------ DATASET ENTRIES ------

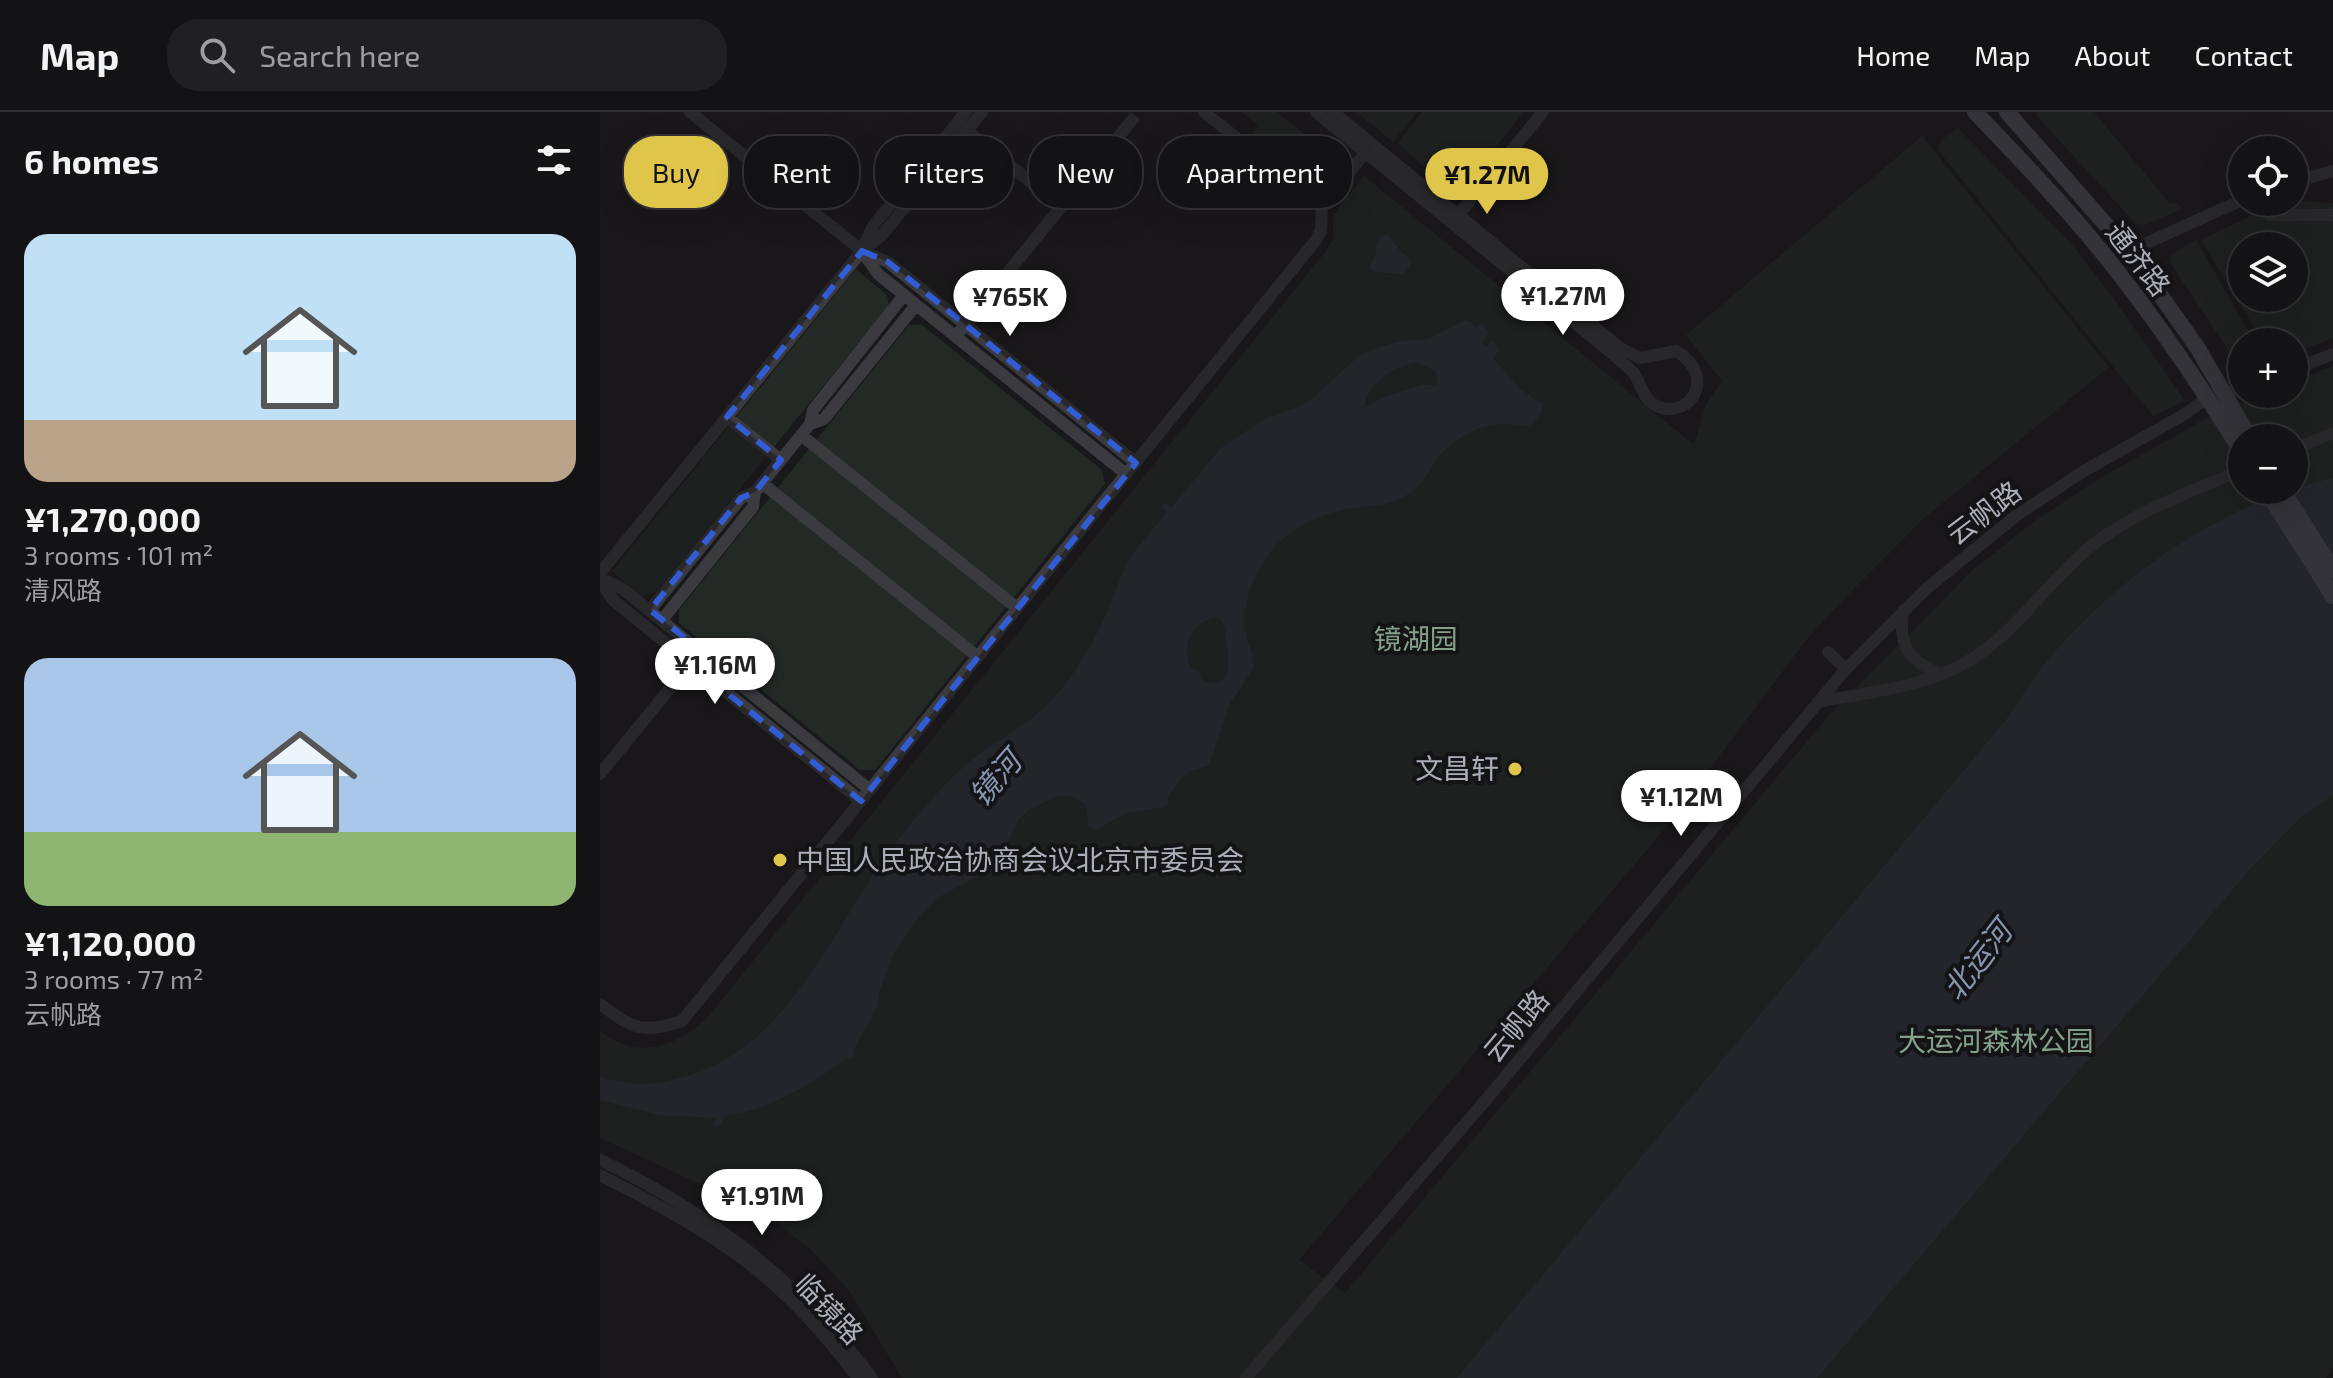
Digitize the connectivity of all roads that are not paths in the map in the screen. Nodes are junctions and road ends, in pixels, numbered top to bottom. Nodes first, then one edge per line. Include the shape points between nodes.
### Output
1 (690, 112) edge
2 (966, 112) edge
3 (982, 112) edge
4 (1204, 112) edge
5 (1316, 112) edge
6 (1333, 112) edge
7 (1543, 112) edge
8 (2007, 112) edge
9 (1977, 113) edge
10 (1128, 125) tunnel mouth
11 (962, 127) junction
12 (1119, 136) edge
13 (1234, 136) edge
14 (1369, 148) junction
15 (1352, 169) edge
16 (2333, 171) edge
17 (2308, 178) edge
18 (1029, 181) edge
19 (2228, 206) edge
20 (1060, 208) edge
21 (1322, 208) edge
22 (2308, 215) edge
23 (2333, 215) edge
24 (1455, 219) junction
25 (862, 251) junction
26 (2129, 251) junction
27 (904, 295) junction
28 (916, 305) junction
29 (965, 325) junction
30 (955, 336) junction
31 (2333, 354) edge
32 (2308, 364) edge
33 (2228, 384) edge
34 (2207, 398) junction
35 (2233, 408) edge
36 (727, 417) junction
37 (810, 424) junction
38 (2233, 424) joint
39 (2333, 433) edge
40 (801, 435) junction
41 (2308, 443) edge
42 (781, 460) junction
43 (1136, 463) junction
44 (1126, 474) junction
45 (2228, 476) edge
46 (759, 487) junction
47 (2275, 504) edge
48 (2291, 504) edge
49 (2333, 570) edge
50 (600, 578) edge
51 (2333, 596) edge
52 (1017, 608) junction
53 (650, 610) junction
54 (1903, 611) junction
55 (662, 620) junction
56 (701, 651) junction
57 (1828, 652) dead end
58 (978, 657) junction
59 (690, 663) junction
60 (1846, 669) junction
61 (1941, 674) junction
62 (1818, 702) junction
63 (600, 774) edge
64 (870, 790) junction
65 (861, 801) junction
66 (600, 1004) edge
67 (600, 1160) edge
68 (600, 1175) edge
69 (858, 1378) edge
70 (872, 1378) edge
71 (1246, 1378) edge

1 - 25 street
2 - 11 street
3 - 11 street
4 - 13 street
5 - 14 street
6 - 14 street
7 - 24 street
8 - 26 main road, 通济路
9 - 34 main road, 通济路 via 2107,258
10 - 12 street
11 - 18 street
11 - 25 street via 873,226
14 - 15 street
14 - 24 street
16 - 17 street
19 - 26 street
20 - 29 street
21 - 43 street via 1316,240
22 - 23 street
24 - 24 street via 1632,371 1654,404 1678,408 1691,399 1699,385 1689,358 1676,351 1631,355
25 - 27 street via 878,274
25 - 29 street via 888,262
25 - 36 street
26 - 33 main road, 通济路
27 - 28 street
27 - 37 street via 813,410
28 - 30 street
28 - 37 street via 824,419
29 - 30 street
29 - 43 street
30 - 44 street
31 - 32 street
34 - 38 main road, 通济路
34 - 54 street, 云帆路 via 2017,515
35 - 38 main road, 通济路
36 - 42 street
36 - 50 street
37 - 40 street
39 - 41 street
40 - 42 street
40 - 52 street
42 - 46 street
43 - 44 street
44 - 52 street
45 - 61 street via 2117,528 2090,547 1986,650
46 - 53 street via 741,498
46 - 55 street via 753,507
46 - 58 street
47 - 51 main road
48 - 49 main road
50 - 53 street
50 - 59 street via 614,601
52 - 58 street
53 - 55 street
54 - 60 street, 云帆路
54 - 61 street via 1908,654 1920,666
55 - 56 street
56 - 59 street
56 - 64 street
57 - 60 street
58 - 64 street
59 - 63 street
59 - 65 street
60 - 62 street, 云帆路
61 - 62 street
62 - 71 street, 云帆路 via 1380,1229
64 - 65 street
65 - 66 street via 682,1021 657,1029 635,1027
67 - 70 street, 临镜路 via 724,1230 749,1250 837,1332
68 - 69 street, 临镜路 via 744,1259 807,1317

------

**TASK STATEMENT**. A word-for-word copy of the records is needed, one that contains no pictures.

**TASK RESPONSE**.
Digitize the connectivity of all roads that are not paths in the map in the screen. Nodes are junctions and road ends, in pixels, numbered top to bottom. Nodes first, then one edge per line. Include the shape points between nodes.
### Output
1 (690, 112) edge
2 (966, 112) edge
3 (982, 112) edge
4 (1204, 112) edge
5 (1316, 112) edge
6 (1333, 112) edge
7 (1543, 112) edge
8 (2007, 112) edge
9 (1977, 113) edge
10 (1128, 125) tunnel mouth
11 (962, 127) junction
12 (1119, 136) edge
13 (1234, 136) edge
14 (1369, 148) junction
15 (1352, 169) edge
16 (2333, 171) edge
17 (2308, 178) edge
18 (1029, 181) edge
19 (2228, 206) edge
20 (1060, 208) edge
21 (1322, 208) edge
22 (2308, 215) edge
23 (2333, 215) edge
24 (1455, 219) junction
25 (862, 251) junction
26 (2129, 251) junction
27 (904, 295) junction
28 (916, 305) junction
29 (965, 325) junction
30 (955, 336) junction
31 (2333, 354) edge
32 (2308, 364) edge
33 (2228, 384) edge
34 (2207, 398) junction
35 (2233, 408) edge
36 (727, 417) junction
37 (810, 424) junction
38 (2233, 424) joint
39 (2333, 433) edge
40 (801, 435) junction
41 (2308, 443) edge
42 (781, 460) junction
43 (1136, 463) junction
44 (1126, 474) junction
45 (2228, 476) edge
46 (759, 487) junction
47 (2275, 504) edge
48 (2291, 504) edge
49 (2333, 570) edge
50 (600, 578) edge
51 (2333, 596) edge
52 (1017, 608) junction
53 (650, 610) junction
54 (1903, 611) junction
55 (662, 620) junction
56 (701, 651) junction
57 (1828, 652) dead end
58 (978, 657) junction
59 (690, 663) junction
60 (1846, 669) junction
61 (1941, 674) junction
62 (1818, 702) junction
63 (600, 774) edge
64 (870, 790) junction
65 (861, 801) junction
66 (600, 1004) edge
67 (600, 1160) edge
68 (600, 1175) edge
69 (858, 1378) edge
70 (872, 1378) edge
71 (1246, 1378) edge

1 - 25 street
2 - 11 street
3 - 11 street
4 - 13 street
5 - 14 street
6 - 14 street
7 - 24 street
8 - 26 main road, 通济路
9 - 34 main road, 通济路 via 2107,258
10 - 12 street
11 - 18 street
11 - 25 street via 873,226
14 - 15 street
14 - 24 street
16 - 17 street
19 - 26 street
20 - 29 street
21 - 43 street via 1316,240
22 - 23 street
24 - 24 street via 1632,371 1654,404 1678,408 1691,399 1699,385 1689,358 1676,351 1631,355
25 - 27 street via 878,274
25 - 29 street via 888,262
25 - 36 street
26 - 33 main road, 通济路
27 - 28 street
27 - 37 street via 813,410
28 - 30 street
28 - 37 street via 824,419
29 - 30 street
29 - 43 street
30 - 44 street
31 - 32 street
34 - 38 main road, 通济路
34 - 54 street, 云帆路 via 2017,515
35 - 38 main road, 通济路
36 - 42 street
36 - 50 street
37 - 40 street
39 - 41 street
40 - 42 street
40 - 52 street
42 - 46 street
43 - 44 street
44 - 52 street
45 - 61 street via 2117,528 2090,547 1986,650
46 - 53 street via 741,498
46 - 55 street via 753,507
46 - 58 street
47 - 51 main road
48 - 49 main road
50 - 53 street
50 - 59 street via 614,601
52 - 58 street
53 - 55 street
54 - 60 street, 云帆路
54 - 61 street via 1908,654 1920,666
55 - 56 street
56 - 59 street
56 - 64 street
57 - 60 street
58 - 64 street
59 - 63 street
59 - 65 street
60 - 62 street, 云帆路
61 - 62 street
62 - 71 street, 云帆路 via 1380,1229
64 - 65 street
65 - 66 street via 682,1021 657,1029 635,1027
67 - 70 street, 临镜路 via 724,1230 749,1250 837,1332
68 - 69 street, 临镜路 via 744,1259 807,1317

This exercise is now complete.